WORK REQUIRED: The output must match the entries below exactly.

*** Block opens ***

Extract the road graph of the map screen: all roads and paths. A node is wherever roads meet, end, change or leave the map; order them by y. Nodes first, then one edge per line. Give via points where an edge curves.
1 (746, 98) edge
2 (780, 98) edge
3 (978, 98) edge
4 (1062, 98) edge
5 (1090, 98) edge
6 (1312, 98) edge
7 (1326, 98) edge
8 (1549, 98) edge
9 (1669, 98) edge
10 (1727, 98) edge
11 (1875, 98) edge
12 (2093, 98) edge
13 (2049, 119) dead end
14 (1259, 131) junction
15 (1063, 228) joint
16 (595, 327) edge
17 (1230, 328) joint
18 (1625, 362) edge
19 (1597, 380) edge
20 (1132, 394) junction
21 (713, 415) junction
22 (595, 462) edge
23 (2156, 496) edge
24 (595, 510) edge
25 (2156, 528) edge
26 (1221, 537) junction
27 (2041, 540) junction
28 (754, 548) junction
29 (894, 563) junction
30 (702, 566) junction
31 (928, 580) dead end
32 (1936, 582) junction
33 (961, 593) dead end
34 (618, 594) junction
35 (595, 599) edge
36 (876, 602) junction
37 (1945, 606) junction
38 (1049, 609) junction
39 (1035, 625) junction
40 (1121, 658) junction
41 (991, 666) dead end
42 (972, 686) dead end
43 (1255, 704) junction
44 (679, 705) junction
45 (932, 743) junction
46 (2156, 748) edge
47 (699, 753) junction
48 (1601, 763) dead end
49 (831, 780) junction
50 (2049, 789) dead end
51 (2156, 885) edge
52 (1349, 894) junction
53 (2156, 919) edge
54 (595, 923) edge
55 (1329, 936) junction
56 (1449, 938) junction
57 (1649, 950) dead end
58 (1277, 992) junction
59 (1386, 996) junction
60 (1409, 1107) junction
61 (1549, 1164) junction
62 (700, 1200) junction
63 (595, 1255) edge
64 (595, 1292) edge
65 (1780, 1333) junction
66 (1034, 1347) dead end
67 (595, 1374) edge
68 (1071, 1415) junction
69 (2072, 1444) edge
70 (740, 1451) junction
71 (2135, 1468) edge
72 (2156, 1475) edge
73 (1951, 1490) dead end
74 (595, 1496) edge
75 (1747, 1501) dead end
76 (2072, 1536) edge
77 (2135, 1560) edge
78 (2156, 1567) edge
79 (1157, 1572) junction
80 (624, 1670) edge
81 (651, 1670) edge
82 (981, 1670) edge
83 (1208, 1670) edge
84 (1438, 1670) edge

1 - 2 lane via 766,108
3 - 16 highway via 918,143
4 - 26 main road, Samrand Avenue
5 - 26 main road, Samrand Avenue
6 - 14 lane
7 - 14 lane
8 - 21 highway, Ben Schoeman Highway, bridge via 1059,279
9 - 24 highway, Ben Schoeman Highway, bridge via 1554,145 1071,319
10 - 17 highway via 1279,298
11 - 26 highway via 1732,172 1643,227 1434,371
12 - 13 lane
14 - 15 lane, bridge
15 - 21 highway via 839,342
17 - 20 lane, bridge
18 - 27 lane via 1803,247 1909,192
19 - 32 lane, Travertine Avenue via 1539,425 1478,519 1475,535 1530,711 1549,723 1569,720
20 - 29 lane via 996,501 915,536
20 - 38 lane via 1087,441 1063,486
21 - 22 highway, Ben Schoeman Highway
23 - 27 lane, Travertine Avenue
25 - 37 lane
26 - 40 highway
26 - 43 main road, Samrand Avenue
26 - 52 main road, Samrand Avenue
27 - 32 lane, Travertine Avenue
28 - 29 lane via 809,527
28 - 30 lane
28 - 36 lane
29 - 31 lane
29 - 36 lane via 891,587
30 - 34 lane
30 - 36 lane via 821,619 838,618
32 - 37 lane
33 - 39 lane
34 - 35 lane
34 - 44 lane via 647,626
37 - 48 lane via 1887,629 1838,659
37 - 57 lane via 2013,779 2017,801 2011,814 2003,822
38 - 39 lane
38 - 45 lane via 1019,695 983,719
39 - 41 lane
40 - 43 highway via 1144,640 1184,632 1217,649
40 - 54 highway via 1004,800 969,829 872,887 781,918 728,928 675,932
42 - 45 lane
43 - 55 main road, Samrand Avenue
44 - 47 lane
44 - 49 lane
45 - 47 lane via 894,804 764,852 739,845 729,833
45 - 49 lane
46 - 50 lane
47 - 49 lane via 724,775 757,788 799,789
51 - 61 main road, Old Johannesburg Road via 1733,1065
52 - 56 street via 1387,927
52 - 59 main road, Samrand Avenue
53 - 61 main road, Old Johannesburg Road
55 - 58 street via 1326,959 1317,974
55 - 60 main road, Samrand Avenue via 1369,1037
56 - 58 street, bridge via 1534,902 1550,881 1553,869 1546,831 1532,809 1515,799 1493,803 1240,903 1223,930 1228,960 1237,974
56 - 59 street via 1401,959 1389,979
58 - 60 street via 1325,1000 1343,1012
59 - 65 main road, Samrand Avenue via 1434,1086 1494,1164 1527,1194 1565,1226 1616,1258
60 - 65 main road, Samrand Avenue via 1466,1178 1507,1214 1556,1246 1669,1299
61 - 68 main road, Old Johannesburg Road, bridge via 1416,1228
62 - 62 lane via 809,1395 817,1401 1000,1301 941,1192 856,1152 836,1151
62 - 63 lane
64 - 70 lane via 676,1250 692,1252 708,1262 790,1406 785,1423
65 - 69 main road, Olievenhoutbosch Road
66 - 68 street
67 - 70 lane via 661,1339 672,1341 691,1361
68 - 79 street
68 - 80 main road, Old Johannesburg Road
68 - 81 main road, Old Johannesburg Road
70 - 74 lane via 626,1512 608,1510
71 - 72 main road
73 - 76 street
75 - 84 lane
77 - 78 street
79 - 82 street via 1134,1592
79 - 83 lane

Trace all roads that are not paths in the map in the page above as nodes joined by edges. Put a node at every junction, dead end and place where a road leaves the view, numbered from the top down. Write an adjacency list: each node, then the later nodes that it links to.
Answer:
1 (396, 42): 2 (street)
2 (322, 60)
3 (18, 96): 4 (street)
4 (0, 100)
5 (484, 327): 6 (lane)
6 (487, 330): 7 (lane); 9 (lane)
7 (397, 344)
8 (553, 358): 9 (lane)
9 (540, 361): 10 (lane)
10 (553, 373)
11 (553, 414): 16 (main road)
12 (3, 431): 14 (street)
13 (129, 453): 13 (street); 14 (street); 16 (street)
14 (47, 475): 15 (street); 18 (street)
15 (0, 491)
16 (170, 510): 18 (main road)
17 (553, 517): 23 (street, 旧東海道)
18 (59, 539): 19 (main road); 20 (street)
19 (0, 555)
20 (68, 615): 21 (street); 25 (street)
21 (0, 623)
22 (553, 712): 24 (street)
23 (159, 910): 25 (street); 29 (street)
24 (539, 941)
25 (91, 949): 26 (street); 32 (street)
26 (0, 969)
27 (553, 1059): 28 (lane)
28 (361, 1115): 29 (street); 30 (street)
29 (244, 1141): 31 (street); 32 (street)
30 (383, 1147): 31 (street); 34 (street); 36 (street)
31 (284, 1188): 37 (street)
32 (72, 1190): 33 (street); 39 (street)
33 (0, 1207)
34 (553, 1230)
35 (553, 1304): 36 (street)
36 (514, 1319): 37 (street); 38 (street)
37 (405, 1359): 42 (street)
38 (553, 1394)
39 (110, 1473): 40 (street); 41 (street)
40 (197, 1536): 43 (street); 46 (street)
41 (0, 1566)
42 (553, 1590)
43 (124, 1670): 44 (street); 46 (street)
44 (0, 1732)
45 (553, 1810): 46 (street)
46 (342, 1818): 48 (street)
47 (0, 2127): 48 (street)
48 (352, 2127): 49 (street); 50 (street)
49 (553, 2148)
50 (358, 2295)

*** Block closes ***

ANSWER BOX:
Extract the road graph of the map screen: all roads and paths. A node is wherever roads meet, end, change or leave the map; order them by y. Nodes first, then one edge per line. Give via points where an edge curves.
1 (746, 98) edge
2 (780, 98) edge
3 (978, 98) edge
4 (1062, 98) edge
5 (1090, 98) edge
6 (1312, 98) edge
7 (1326, 98) edge
8 (1549, 98) edge
9 (1669, 98) edge
10 (1727, 98) edge
11 (1875, 98) edge
12 (2093, 98) edge
13 (2049, 119) dead end
14 (1259, 131) junction
15 (1063, 228) joint
16 (595, 327) edge
17 (1230, 328) joint
18 (1625, 362) edge
19 (1597, 380) edge
20 (1132, 394) junction
21 (713, 415) junction
22 (595, 462) edge
23 (2156, 496) edge
24 (595, 510) edge
25 (2156, 528) edge
26 (1221, 537) junction
27 (2041, 540) junction
28 (754, 548) junction
29 (894, 563) junction
30 (702, 566) junction
31 (928, 580) dead end
32 (1936, 582) junction
33 (961, 593) dead end
34 (618, 594) junction
35 (595, 599) edge
36 (876, 602) junction
37 (1945, 606) junction
38 (1049, 609) junction
39 (1035, 625) junction
40 (1121, 658) junction
41 (991, 666) dead end
42 (972, 686) dead end
43 (1255, 704) junction
44 (679, 705) junction
45 (932, 743) junction
46 (2156, 748) edge
47 (699, 753) junction
48 (1601, 763) dead end
49 (831, 780) junction
50 (2049, 789) dead end
51 (2156, 885) edge
52 (1349, 894) junction
53 (2156, 919) edge
54 (595, 923) edge
55 (1329, 936) junction
56 (1449, 938) junction
57 (1649, 950) dead end
58 (1277, 992) junction
59 (1386, 996) junction
60 (1409, 1107) junction
61 (1549, 1164) junction
62 (700, 1200) junction
63 (595, 1255) edge
64 (595, 1292) edge
65 (1780, 1333) junction
66 (1034, 1347) dead end
67 (595, 1374) edge
68 (1071, 1415) junction
69 (2072, 1444) edge
70 (740, 1451) junction
71 (2135, 1468) edge
72 (2156, 1475) edge
73 (1951, 1490) dead end
74 (595, 1496) edge
75 (1747, 1501) dead end
76 (2072, 1536) edge
77 (2135, 1560) edge
78 (2156, 1567) edge
79 (1157, 1572) junction
80 (624, 1670) edge
81 (651, 1670) edge
82 (981, 1670) edge
83 (1208, 1670) edge
84 (1438, 1670) edge

1 - 2 lane via 766,108
3 - 16 highway via 918,143
4 - 26 main road, Samrand Avenue
5 - 26 main road, Samrand Avenue
6 - 14 lane
7 - 14 lane
8 - 21 highway, Ben Schoeman Highway, bridge via 1059,279
9 - 24 highway, Ben Schoeman Highway, bridge via 1554,145 1071,319
10 - 17 highway via 1279,298
11 - 26 highway via 1732,172 1643,227 1434,371
12 - 13 lane
14 - 15 lane, bridge
15 - 21 highway via 839,342
17 - 20 lane, bridge
18 - 27 lane via 1803,247 1909,192
19 - 32 lane, Travertine Avenue via 1539,425 1478,519 1475,535 1530,711 1549,723 1569,720
20 - 29 lane via 996,501 915,536
20 - 38 lane via 1087,441 1063,486
21 - 22 highway, Ben Schoeman Highway
23 - 27 lane, Travertine Avenue
25 - 37 lane
26 - 40 highway
26 - 43 main road, Samrand Avenue
26 - 52 main road, Samrand Avenue
27 - 32 lane, Travertine Avenue
28 - 29 lane via 809,527
28 - 30 lane
28 - 36 lane
29 - 31 lane
29 - 36 lane via 891,587
30 - 34 lane
30 - 36 lane via 821,619 838,618
32 - 37 lane
33 - 39 lane
34 - 35 lane
34 - 44 lane via 647,626
37 - 48 lane via 1887,629 1838,659
37 - 57 lane via 2013,779 2017,801 2011,814 2003,822
38 - 39 lane
38 - 45 lane via 1019,695 983,719
39 - 41 lane
40 - 43 highway via 1144,640 1184,632 1217,649
40 - 54 highway via 1004,800 969,829 872,887 781,918 728,928 675,932
42 - 45 lane
43 - 55 main road, Samrand Avenue
44 - 47 lane
44 - 49 lane
45 - 47 lane via 894,804 764,852 739,845 729,833
45 - 49 lane
46 - 50 lane
47 - 49 lane via 724,775 757,788 799,789
51 - 61 main road, Old Johannesburg Road via 1733,1065
52 - 56 street via 1387,927
52 - 59 main road, Samrand Avenue
53 - 61 main road, Old Johannesburg Road
55 - 58 street via 1326,959 1317,974
55 - 60 main road, Samrand Avenue via 1369,1037
56 - 58 street, bridge via 1534,902 1550,881 1553,869 1546,831 1532,809 1515,799 1493,803 1240,903 1223,930 1228,960 1237,974
56 - 59 street via 1401,959 1389,979
58 - 60 street via 1325,1000 1343,1012
59 - 65 main road, Samrand Avenue via 1434,1086 1494,1164 1527,1194 1565,1226 1616,1258
60 - 65 main road, Samrand Avenue via 1466,1178 1507,1214 1556,1246 1669,1299
61 - 68 main road, Old Johannesburg Road, bridge via 1416,1228
62 - 62 lane via 809,1395 817,1401 1000,1301 941,1192 856,1152 836,1151
62 - 63 lane
64 - 70 lane via 676,1250 692,1252 708,1262 790,1406 785,1423
65 - 69 main road, Olievenhoutbosch Road
66 - 68 street
67 - 70 lane via 661,1339 672,1341 691,1361
68 - 79 street
68 - 80 main road, Old Johannesburg Road
68 - 81 main road, Old Johannesburg Road
70 - 74 lane via 626,1512 608,1510
71 - 72 main road
73 - 76 street
75 - 84 lane
77 - 78 street
79 - 82 street via 1134,1592
79 - 83 lane

Trace all roads that are not paths in the map in the page above as nodes joined by edges. Put a node at every junction, dead end and place where a road leaves the view, numbered from the top down. Write an adjacency list: each node, then the later nodes that it links to.
Answer:
1 (396, 42): 2 (street)
2 (322, 60)
3 (18, 96): 4 (street)
4 (0, 100)
5 (484, 327): 6 (lane)
6 (487, 330): 7 (lane); 9 (lane)
7 (397, 344)
8 (553, 358): 9 (lane)
9 (540, 361): 10 (lane)
10 (553, 373)
11 (553, 414): 16 (main road)
12 (3, 431): 14 (street)
13 (129, 453): 13 (street); 14 (street); 16 (street)
14 (47, 475): 15 (street); 18 (street)
15 (0, 491)
16 (170, 510): 18 (main road)
17 (553, 517): 23 (street, 旧東海道)
18 (59, 539): 19 (main road); 20 (street)
19 (0, 555)
20 (68, 615): 21 (street); 25 (street)
21 (0, 623)
22 (553, 712): 24 (street)
23 (159, 910): 25 (street); 29 (street)
24 (539, 941)
25 (91, 949): 26 (street); 32 (street)
26 (0, 969)
27 (553, 1059): 28 (lane)
28 (361, 1115): 29 (street); 30 (street)
29 (244, 1141): 31 (street); 32 (street)
30 (383, 1147): 31 (street); 34 (street); 36 (street)
31 (284, 1188): 37 (street)
32 (72, 1190): 33 (street); 39 (street)
33 (0, 1207)
34 (553, 1230)
35 (553, 1304): 36 (street)
36 (514, 1319): 37 (street); 38 (street)
37 (405, 1359): 42 (street)
38 (553, 1394)
39 (110, 1473): 40 (street); 41 (street)
40 (197, 1536): 43 (street); 46 (street)
41 (0, 1566)
42 (553, 1590)
43 (124, 1670): 44 (street); 46 (street)
44 (0, 1732)
45 (553, 1810): 46 (street)
46 (342, 1818): 48 (street)
47 (0, 2127): 48 (street)
48 (352, 2127): 49 (street); 50 (street)
49 (553, 2148)
50 (358, 2295)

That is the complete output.